Hayvanı Etkisiz Hale Getirme ve Sınırları
Türk Borçlar Kanunu'nun 68. maddesi, zarar gören zilyede tanıdığı haklar arasında en hassas olanı, "durum ve koşullar haklı gösteriyorsa hayvanı diğer yollarla etkisiz hâle getirme" yetkisidir. Bu ifade, modern hukuk anlayışının ve hayvan haklarına verilen önemin bir yansımasıdır. Eski Borçlar Kanunu'nda yer alan ve doğrudan hayvanı "öldürme" hakkı tanıyan ifade, yeni kanunla daha insancıl ve ölçülü bir çerçeveye oturtulmuştur.
"Diğer yollarla etkisiz hâle getirme" yetkisi, bir son çare olarak düşünülmelidir ve keyfi bir şekilde kullanılamaz. Bu yetkinin kullanılabilmesi için, durumun ve koşulların bunu gerçekten haklı kılması, yani hayvanın yarattığı tehlikenin veya zararın başka bir yolla engellenemiyor olması gerekir. Örneğin, saldırgan bir hayvanın bir insana veya başka bir canlıya yönelik ciddi ve önlenemez bir saldırısı söz konusu olduğunda bu yetki gündeme gelebilir.
Bu yetkinin kullanımında ölçülülük ilkesi esastır. Yani, hayvanı zararsız kılmak için başvurulan yöntemin, mevcut tehlikeyle orantılı olması şarttır. Bahçeye giren birkaç tavuğu öldürmek, açıkça ölçülülük ilkesinin ve bu yetkinin kötüye kullanılması anlamına gelir.
Dahası, bu yetki kullanılırken diğer kanunlar göz ardı edilemez. 5199 sayılı Hayvanları Koruma Kanunu, bir hayvana kasıtlı olarak kötü davranmayı, acımasız ve zalimce işlem yapmayı ve onu öldürmeyi yasaklar. Haklı bir neden olmaksızın sahipli bir hayvanı öldürmek veya ona zarar vermek, bu kanun kapsamında idari para cezası gerektiren bir eylem olduğu gibi, aynı zamanda Türk Ceza Kanunu kapsamında "mala zarar verme" suçunu da oluşturabilir. Çünkü hukuken hayvanlar, sahibinin malvarlığı içinde değerlendirilmektedir. Bu nedenle, TBK m. 68'de tanınan bu hak, Hayvanları Koruma Kanunu ve TCK hükümleriyle birlikte yorumlanmalı ve son derece kısıtlı durumlarda başvurulacak bir yol olarak görülmelidir.
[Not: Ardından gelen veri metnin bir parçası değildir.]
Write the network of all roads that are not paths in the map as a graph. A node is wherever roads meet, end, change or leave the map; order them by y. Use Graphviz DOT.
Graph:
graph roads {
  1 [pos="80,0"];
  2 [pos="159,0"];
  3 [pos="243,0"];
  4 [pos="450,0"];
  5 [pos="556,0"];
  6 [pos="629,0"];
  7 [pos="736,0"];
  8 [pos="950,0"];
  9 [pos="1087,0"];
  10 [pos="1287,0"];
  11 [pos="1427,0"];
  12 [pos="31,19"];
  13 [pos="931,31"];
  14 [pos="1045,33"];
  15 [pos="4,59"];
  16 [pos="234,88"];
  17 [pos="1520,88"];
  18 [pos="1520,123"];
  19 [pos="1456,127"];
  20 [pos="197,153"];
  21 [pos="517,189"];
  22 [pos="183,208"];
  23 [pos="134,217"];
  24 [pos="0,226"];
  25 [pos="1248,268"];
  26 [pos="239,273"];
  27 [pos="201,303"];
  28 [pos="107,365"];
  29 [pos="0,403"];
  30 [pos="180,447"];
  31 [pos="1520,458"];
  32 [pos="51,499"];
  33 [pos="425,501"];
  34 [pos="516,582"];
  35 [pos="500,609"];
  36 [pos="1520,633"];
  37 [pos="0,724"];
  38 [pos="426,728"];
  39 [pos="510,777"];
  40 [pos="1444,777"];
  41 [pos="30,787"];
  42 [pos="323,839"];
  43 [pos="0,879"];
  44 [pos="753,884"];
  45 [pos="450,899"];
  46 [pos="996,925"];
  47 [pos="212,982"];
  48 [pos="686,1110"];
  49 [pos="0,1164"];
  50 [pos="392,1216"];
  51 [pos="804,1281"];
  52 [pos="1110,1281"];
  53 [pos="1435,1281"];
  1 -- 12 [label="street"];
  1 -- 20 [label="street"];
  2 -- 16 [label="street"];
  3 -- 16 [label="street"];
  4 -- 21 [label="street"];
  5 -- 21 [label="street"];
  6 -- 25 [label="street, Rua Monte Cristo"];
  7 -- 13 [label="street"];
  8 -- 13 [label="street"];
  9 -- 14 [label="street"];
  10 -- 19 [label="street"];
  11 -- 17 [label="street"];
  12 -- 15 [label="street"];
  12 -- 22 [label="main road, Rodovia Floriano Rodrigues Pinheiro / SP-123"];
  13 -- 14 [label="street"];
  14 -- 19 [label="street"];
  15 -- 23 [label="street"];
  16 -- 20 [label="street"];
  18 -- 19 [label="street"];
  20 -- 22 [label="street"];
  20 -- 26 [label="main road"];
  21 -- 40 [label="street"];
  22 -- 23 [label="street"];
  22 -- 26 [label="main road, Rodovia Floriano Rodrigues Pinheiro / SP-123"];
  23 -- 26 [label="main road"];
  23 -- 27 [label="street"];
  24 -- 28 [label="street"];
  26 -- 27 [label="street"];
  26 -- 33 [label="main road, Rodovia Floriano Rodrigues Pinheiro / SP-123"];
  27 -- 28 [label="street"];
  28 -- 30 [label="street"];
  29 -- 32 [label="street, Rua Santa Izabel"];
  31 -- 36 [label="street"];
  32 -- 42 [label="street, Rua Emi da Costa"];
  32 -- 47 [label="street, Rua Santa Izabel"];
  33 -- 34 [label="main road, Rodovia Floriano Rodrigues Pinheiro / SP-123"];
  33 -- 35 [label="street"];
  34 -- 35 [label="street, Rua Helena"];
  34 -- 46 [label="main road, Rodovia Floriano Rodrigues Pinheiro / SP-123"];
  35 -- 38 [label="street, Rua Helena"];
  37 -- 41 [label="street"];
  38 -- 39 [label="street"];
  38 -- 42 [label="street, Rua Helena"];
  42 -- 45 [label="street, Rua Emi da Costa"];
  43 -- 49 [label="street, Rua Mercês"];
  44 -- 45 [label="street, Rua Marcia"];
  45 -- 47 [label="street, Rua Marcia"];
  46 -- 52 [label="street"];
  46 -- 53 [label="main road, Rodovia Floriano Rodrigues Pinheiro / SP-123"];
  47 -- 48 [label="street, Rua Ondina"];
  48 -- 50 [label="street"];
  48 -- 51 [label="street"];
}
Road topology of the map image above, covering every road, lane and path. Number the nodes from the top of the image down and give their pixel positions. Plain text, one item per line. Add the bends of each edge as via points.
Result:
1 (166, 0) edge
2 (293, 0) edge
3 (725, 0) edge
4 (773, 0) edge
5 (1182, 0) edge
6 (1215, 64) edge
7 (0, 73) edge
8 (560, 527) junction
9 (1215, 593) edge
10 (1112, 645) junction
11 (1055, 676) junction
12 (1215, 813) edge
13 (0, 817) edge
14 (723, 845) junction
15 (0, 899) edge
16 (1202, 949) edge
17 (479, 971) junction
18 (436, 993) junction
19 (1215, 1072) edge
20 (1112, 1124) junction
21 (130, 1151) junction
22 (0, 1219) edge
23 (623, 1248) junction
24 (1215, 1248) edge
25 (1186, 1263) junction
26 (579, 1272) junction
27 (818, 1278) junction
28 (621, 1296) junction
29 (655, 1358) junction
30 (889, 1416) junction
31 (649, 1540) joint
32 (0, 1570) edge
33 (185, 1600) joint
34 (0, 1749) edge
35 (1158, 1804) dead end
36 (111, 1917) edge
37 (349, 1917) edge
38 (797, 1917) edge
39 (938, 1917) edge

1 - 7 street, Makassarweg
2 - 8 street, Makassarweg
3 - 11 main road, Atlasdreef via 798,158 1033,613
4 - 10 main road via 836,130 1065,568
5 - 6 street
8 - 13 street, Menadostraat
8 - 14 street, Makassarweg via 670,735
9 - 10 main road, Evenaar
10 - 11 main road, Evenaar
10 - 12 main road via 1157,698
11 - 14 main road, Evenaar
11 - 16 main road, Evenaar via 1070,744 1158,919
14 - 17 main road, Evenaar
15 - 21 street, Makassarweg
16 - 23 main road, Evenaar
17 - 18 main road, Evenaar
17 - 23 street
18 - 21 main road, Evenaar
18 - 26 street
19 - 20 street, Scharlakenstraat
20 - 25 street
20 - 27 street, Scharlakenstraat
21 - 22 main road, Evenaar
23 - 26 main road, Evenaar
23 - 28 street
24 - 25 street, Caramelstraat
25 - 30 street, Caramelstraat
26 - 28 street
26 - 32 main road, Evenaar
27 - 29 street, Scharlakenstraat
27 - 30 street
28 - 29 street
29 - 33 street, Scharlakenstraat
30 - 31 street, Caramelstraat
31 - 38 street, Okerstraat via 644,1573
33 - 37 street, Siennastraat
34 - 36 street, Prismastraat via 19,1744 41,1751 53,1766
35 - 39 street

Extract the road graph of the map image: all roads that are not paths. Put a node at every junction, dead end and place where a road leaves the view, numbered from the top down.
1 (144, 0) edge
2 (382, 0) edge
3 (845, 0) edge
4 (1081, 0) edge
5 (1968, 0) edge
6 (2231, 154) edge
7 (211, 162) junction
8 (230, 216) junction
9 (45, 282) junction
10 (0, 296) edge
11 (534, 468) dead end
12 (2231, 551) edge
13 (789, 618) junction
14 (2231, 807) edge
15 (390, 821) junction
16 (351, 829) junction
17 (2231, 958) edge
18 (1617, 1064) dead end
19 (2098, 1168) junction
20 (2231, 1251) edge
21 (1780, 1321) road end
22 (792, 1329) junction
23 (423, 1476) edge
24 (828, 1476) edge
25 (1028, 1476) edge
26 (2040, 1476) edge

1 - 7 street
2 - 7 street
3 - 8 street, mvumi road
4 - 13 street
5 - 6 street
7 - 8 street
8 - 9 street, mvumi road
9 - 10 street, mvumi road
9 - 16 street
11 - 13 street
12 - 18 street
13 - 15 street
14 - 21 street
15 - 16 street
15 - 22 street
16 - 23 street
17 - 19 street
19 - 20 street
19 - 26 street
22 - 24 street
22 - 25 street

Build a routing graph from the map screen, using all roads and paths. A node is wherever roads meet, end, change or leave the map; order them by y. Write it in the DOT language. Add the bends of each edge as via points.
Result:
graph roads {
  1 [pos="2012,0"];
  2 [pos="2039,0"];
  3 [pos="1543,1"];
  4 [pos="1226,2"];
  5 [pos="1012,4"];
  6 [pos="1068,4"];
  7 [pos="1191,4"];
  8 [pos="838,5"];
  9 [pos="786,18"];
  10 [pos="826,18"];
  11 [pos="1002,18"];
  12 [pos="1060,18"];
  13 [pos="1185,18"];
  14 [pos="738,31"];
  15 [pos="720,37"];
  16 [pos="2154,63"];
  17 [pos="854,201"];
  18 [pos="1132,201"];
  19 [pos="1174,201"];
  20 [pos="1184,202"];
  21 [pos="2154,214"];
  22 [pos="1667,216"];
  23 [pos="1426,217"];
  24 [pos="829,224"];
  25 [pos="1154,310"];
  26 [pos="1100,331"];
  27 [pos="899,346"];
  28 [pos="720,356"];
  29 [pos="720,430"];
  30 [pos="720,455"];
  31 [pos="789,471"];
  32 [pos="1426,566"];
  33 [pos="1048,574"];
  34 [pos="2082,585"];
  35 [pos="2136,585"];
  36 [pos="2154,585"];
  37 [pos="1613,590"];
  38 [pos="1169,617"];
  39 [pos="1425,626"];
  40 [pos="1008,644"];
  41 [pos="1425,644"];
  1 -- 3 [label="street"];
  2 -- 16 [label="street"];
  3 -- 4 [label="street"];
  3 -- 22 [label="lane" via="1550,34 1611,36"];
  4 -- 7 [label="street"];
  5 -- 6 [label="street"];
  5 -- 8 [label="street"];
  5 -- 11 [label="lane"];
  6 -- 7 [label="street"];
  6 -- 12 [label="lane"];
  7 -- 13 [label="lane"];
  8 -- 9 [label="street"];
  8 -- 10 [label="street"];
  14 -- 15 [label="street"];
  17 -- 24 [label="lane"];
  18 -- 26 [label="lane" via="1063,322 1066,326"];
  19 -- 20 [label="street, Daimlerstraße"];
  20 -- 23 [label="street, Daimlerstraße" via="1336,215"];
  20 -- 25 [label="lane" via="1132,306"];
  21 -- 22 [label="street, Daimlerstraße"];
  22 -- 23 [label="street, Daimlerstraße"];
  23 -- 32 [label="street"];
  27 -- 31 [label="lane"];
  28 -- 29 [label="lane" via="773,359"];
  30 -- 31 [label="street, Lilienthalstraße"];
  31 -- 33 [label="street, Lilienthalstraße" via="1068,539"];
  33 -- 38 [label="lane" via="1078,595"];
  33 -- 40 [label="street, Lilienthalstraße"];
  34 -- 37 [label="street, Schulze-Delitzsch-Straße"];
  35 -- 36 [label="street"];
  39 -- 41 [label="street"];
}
Netice itibarıyla, Türk hukuk sistemi, hayvanların verdiği zararlar karşısında bir yandan hayvan bulunduranlara kusursuz sorumluluk yükleyerek mağdurların haklarını korumakta, diğer yandan zarar görenlere tanınan hakları hayvan refahı ve ölçülülük ilkesiyle dengelemektedir. Hayvan bulunduranın sorumluluğu, salt bir tazminat yükümlülüğünden ibaret olmayıp, TCK m. 177 uyarınca cezai yaptırımları da beraberinde getirebilen ciddi bir müessesedir. Hem hayvan sahiplerinin hem de toplumun diğer bireylerinin bu karmaşık hukuki dengeyi bilmesi, olası uyuşmazlıkların önlenmesi ve hem insanların hem de hayvanların haklarının korunması açısından büyük önem taşımaktadır.